I’ve been wired for nearly two weeks now, fueled with seemingly an endless supply of energy. I’ve only been getting three to four hours of good sleep a night and the rest is spent learning. I’ve played through a game called Persona 3 (A Role-Playing Game created by Atlus that juggles everyday life with a dungeon crawling), Folklore, Valkyria Chronicles, and Eternal Sonata; each game broken down and observed for the storytelling and enjoyed while questions all that there was to question. (it sucks that I don’t have people to talk about this with.) And I’ve read through the first two books of Cinda Williams Chima’s Seven Realm Series, Glen Cook’s Black Company series, and I have Chima’s Heir Chronicles on standby. Not to mention I’ve reread C.S. Friedman’s Magister Series and finished book one of her Coldfire Trilogy.

I say all this because it is complete fascinating that all of these things have different and unique ways to telling a story and the techniques they use to draw the reader or gamer into the story. I avoided books as a child. I didn’t really like them a lot, but I did enjoy playing Role-Playing games. At the time, I guess I figured that an interactive story was a lot better than just reading one. (Still kinda feel that way) But I’ve learn to appreciate the art of books now and I wish I could go back to experience both then and see the fruits that would come from it.
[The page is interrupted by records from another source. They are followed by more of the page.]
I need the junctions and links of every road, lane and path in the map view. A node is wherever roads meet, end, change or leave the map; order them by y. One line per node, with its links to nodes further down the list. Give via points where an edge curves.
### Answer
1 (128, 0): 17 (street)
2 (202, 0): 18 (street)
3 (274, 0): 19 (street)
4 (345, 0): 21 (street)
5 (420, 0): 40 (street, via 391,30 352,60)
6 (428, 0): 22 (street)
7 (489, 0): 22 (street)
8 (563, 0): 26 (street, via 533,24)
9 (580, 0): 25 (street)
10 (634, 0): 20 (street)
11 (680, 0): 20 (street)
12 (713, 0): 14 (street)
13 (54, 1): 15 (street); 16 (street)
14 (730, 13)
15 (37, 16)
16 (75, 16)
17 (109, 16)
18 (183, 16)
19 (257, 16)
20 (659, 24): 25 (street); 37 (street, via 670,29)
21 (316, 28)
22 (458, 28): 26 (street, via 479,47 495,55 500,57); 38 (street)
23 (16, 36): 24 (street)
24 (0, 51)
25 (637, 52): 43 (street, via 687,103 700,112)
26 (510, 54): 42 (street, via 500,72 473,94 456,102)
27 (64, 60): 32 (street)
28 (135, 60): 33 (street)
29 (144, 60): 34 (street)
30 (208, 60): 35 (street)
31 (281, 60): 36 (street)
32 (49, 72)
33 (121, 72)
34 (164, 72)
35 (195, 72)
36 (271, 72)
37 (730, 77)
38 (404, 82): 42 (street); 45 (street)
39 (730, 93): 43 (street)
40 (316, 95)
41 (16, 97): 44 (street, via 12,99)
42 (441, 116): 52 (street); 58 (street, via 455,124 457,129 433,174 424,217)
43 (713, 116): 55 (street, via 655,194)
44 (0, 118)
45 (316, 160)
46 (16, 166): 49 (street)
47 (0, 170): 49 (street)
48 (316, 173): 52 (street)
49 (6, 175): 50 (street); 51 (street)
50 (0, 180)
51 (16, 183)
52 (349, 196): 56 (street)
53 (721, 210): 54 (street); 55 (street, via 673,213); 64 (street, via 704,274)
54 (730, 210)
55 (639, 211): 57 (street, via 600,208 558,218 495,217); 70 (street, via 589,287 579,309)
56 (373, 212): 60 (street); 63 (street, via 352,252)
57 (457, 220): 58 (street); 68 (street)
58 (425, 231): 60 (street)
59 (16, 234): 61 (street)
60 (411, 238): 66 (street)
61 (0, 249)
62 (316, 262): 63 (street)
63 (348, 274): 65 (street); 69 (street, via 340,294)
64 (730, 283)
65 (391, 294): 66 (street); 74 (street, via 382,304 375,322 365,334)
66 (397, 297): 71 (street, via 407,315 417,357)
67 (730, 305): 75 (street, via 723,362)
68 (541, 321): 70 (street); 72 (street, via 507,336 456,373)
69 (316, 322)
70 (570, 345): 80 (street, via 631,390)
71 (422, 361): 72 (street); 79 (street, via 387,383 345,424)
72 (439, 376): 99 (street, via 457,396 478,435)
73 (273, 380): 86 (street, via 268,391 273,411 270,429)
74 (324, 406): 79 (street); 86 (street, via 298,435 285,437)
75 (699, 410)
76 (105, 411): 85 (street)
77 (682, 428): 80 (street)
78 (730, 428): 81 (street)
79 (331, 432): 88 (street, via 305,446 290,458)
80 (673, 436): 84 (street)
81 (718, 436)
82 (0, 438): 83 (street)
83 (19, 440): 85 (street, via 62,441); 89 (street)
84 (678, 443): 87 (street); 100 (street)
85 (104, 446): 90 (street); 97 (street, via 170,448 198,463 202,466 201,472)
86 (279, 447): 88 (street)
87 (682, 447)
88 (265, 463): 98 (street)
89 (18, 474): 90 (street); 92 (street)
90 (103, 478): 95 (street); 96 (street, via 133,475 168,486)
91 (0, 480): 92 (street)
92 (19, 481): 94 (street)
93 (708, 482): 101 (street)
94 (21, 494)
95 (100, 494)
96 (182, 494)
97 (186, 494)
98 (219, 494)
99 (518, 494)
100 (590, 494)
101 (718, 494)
Regardless, I digress. Even though all these amazing things happened, I’m still kinda stuck… with a lot more ideas and kinda no one to talk to about them. I have friends who begin up fascinating ideas for stories or characters, all in which sounds worthy to be told and heard. Private conversations that is held between love ones and friends worthy to be thought about on a larger scale with more brains to challenge the though. And because I fell in the rut of writer’s block I’ve found myself in, I’ve found my reason to blog. (By the way, there was a email I received which asked me, “Why do I blog? Why do I write?”)

And this is my answer. So everyone can expect more from me. Really soon. Thanks for reading.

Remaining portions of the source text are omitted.